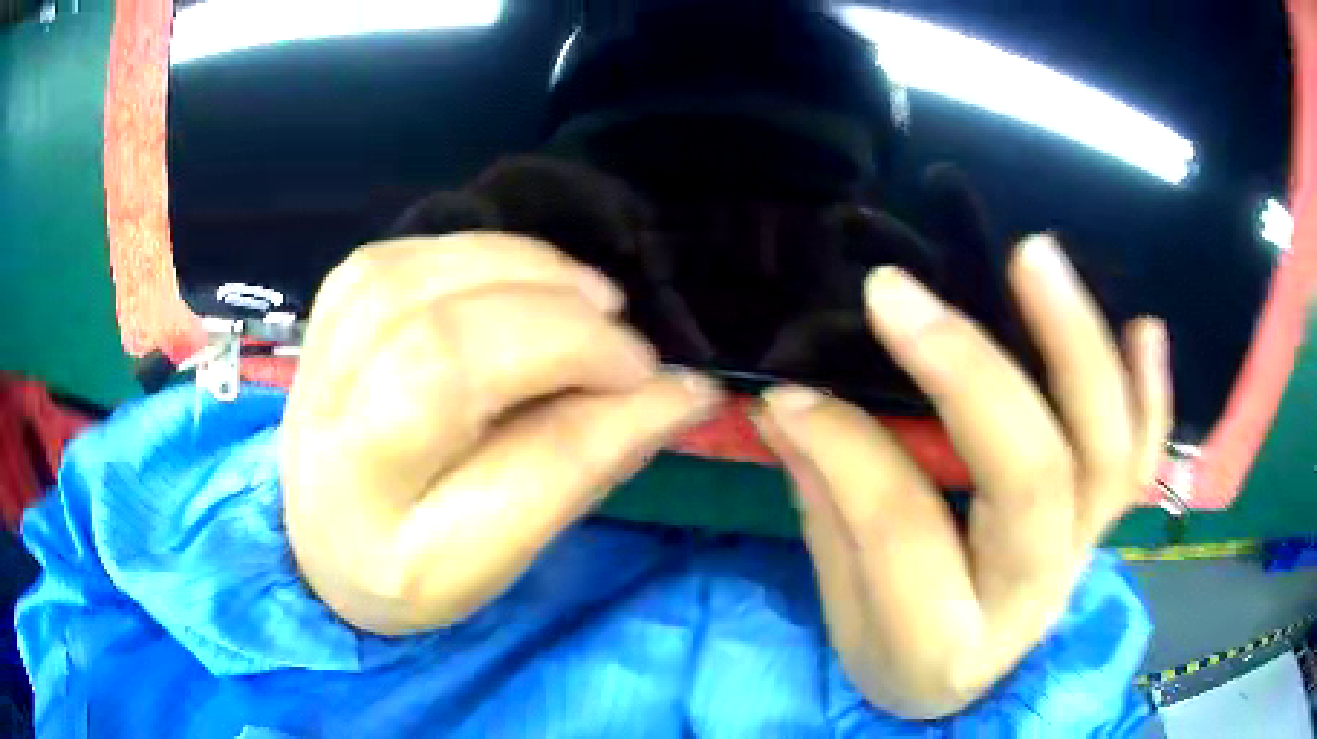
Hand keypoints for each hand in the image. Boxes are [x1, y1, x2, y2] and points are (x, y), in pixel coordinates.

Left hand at [280, 233, 720, 634]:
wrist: (320, 540)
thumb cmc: (418, 563)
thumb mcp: (506, 550)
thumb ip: (586, 466)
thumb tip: (681, 393)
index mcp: (388, 539)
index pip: (505, 469)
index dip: (600, 409)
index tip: (673, 386)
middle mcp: (334, 446)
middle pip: (444, 354)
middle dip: (561, 335)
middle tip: (624, 349)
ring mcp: (319, 365)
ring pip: (418, 286)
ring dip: (524, 275)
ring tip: (586, 302)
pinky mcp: (326, 316)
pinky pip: (402, 255)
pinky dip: (477, 254)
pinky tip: (516, 280)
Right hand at [754, 234, 1170, 718]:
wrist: (969, 686)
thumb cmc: (898, 651)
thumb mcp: (845, 608)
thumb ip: (827, 505)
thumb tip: (790, 405)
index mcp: (943, 645)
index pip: (902, 527)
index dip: (845, 448)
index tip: (791, 391)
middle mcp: (1031, 597)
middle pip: (1030, 477)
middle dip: (968, 373)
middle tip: (900, 293)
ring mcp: (1082, 554)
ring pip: (1105, 451)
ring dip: (1076, 346)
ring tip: (1035, 257)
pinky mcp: (1103, 525)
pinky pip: (1142, 459)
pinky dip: (1150, 392)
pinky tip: (1142, 325)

----

■ Task item: Everything from the line that contains "ring dip: (524, 275)" through the final line of the listing is to be restated word for word, and nothing more.

■ Problem solution:
ring dip: (524, 275)
ring tip: (586, 302)
pinky mcp: (326, 316)
pinky pip: (402, 255)
pinky dip: (477, 254)
pinky tip: (516, 280)
Right hand at [754, 234, 1170, 718]:
wrist: (969, 686)
thumb cmc: (898, 651)
thumb mcp: (845, 608)
thumb ip: (827, 505)
thumb tip: (790, 405)
index mcp: (943, 645)
index pip: (902, 527)
index dip: (845, 448)
index tip: (791, 391)
middle mcp: (1031, 597)
middle pip: (1030, 477)
middle dip: (968, 373)
middle tip: (900, 293)
ring mcp: (1082, 554)
ring pip: (1105, 451)
ring dip: (1076, 346)
ring tip: (1035, 257)
pinky mcp: (1103, 525)
pinky pip: (1142, 459)
pinky dip: (1150, 392)
pinky tip: (1142, 325)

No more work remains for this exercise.